**Problem description:**
Print the data below exactly, but only the lines from the one containing "for i, (u, v)" down to the one containing "cr.restore()", inclusive.

Stored data:
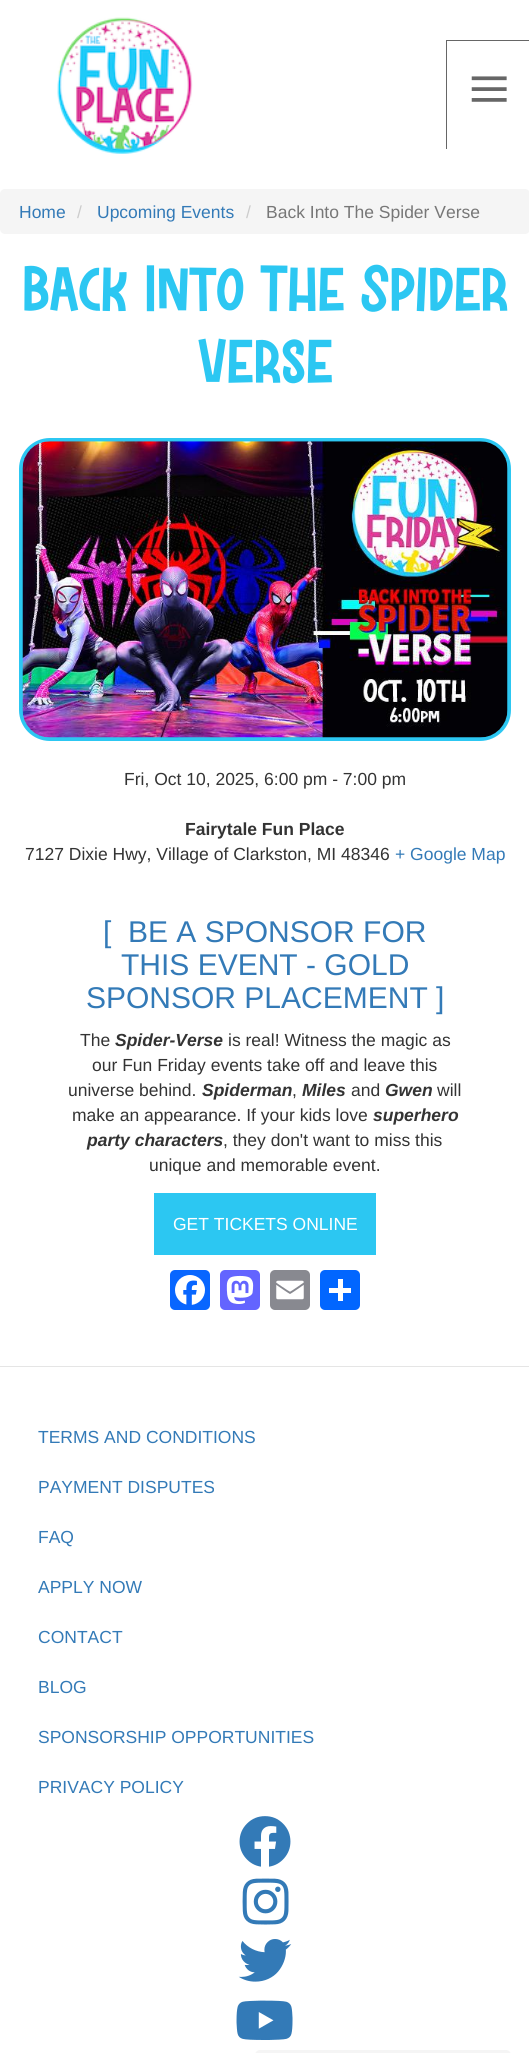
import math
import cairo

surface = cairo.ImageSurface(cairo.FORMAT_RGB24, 529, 2053)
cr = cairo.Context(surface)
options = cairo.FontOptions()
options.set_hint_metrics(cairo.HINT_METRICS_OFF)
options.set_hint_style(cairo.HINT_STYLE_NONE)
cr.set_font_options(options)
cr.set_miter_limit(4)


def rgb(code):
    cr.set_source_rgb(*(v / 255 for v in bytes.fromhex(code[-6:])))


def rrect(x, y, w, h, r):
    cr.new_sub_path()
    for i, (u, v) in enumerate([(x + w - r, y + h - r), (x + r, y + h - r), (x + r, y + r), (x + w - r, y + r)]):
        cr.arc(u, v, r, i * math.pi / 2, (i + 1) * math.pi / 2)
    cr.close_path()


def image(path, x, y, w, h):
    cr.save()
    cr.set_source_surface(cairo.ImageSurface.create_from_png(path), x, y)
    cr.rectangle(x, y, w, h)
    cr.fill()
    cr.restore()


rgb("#ffffff")
cr.paint()
image("img/1.png", 57, 17, 136, 137)
rgb("#666666")
cr.rectangle(446, 40, 83, 1)
cr.fill()
cr.rectangle(446, 40, 1, 109)
cr.fill()
rgb("#f5f5f5")
rrect(0, 189, 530, 45, 5)
cr.fill()
rrect(21, 440, 488, 299, 29)
rgb("#2cc7f2")
cr.set_line_width(4)
cr.stroke()
image("img/2.png", 22, 441, 486, 297)
cr.rectangle(154, 1193, 222, 62)
cr.fill()
rgb("#0866ff")
rrect(170, 1270, 40, 40, 5)
cr.fill()
image("img/3.png", 175, 1275, 30, 30)
rgb("#6364ff")
rrect(220, 1270, 40, 40, 5)
cr.fill()
image("img/4.png", 226, 1275, 28, 29)
rgb("#888990")
rrect(270, 1270, 40, 40, 5)
cr.fill()
image("img/5.png", 276, 1280, 28, 20)
rgb("#0166ff")
rrect(320, 1270, 40, 40, 5)
cr.fill()
for x, y, w, h, color in [
    (338, 1279, 5, 22, "#ffffff"),
    (329, 1288, 22, 5, "#ffffff"),
    (0, 1366, 529, 1, "#e5e5e5"),
]:
    rgb(color)
    cr.rectangle(x, y, w, h)
    cr.fill()
image("img/6.png", 239, 1816, 52, 51)
image("img/7.png", 242, 1878, 47, 47)
image("img/8.png", 238, 1939, 54, 43)
image("img/9.png", 236, 2000, 57, 40)
rgb("#f5f5f5")
rrect(255, 2050, 256, 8, 5)
cr.fill()
cr.select_font_face("Liberation Serif")
cr.set_font_size(75)
rgb("#666666")
cr.move_to(468, 114)
cr.show_text("≡")
cr.select_font_face("Liberation Sans")
cr.set_font_size(17.5)
rgb("#337ab7")
cr.move_to(19, 218)
cr.show_text("Home")
rgb("#cccccc")
cr.move_to(77, 218)
cr.show_text("/")
rgb("#337ab7")
cr.move_to(97, 218)
cr.show_text("Upcoming Events")
rgb("#cccccc")
cr.move_to(246, 218)
cr.show_text("/")
rgb("#777777")
cr.move_to(266, 218)
cr.show_text("Back Into The Spider Verse")
cr.select_font_face("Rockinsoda")
cr.set_font_size(65)
rgb("#2cc7f2")
cr.move_to(22, 311)
cr.show_text("Back Into The Spider")
cr.move_to(198, 383)
cr.show_text("Verse")
cr.select_font_face("Liberation Sans")
cr.set_font_size(17.5)
rgb("#333333")
cr.move_to(124, 785)
cr.show_text("Fri, Oct 10, 2025, 6:00 pm - 7:00 pm")
cr.select_font_face("Liberation Sans", cairo.FONT_SLANT_NORMAL, cairo.FONT_WEIGHT_BOLD)
cr.move_to(185, 835)
cr.show_text("Fairytale Fun Place")
cr.select_font_face("Liberation Sans")
cr.move_to(25, 860)
cr.show_text("7127 Dixie Hwy, Village of Clarkston, MI 48346")
rgb("#337ab7")
cr.move_to(395, 860)
cr.show_text("+ Google Map")
cr.set_font_size(30)
for x, y, s in [
    (103, 942, "[  BE A SPONSOR FOR"),
    (121, 975, "THIS EVENT - GOLD"),
    (86, 1008, "SPONSOR PLACEMENT ]"),
]:
    cr.move_to(x, y)
    cr.show_text(s)
cr.set_font_size(17.5)
rgb("#333333")
cr.move_to(80, 1046)
cr.show_text("The")
cr.select_font_face("Liberation Sans", cairo.FONT_SLANT_ITALIC, cairo.FONT_WEIGHT_BOLD)
cr.move_to(115, 1046)
cr.show_text("Spider-Verse")
cr.select_font_face("Liberation Sans")
for x, y, s in [
    (228, 1046, "is real! Witness the magic as"),
    (92, 1071, "our Fun Friday events take off and leave this"),
    (68, 1096, "universe behind."),
]:
    cr.move_to(x, y)
    cr.show_text(s)
cr.select_font_face("Liberation Sans", cairo.FONT_SLANT_ITALIC, cairo.FONT_WEIGHT_BOLD)
cr.move_to(202, 1096)
cr.show_text("Spiderman")
cr.move_to(302, 1096)
cr.show_text("Miles")
cr.select_font_face("Liberation Sans")
cr.move_to(351, 1096)
cr.show_text("and")
cr.select_font_face("Liberation Sans", cairo.FONT_SLANT_ITALIC, cairo.FONT_WEIGHT_BOLD)
cr.move_to(385, 1096)
cr.show_text("Gwen")
cr.select_font_face("Liberation Sans")
for x, y, s in [
    (437, 1096, "will"),
    (292, 1096, ","),
    (72, 1121, "make an appearance. If your kids love"),
]:
    cr.move_to(x, y)
    cr.show_text(s)
cr.select_font_face("Liberation Sans", cairo.FONT_SLANT_ITALIC, cairo.FONT_WEIGHT_BOLD)
cr.move_to(373, 1121)
cr.show_text("superhero")
cr.move_to(87, 1146)
cr.show_text("party characters")
cr.select_font_face("Liberation Sans")
cr.move_to(223, 1146)
cr.show_text(", they don't want to miss this")
cr.move_to(149, 1171)
cr.show_text("unique and memorable event.")
rgb("#ffffff")
cr.move_to(173, 1230)
cr.show_text("GET TICKETS ONLINE")
rgb("#337ab7")
for x, y, s in [
    (38, 1443, "TERMS AND CONDITIONS"),
    (38, 1493, "PAYMENT DISPUTES"),
    (38, 1543, "FAQ"),
    (38, 1593, "APPLY NOW"),
    (38, 1643, "CONTACT"),
    (38, 1693, "BLOG"),
    (38, 1743, "SPONSORSHIP OPPORTUNITIES"),
    (38, 1793, "PRIVACY POLICY"),
]:
    cr.move_to(x, y)
    cr.show_text(s)
surface.write_to_png("page.png")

**Solution for this exercise:**
    for i, (u, v) in enumerate([(x + w - r, y + h - r), (x + r, y + h - r), (x + r, y + r), (x + w - r, y + r)]):
        cr.arc(u, v, r, i * math.pi / 2, (i + 1) * math.pi / 2)
    cr.close_path()


def image(path, x, y, w, h):
    cr.save()
    cr.set_source_surface(cairo.ImageSurface.create_from_png(path), x, y)
    cr.rectangle(x, y, w, h)
    cr.fill()
    cr.restore()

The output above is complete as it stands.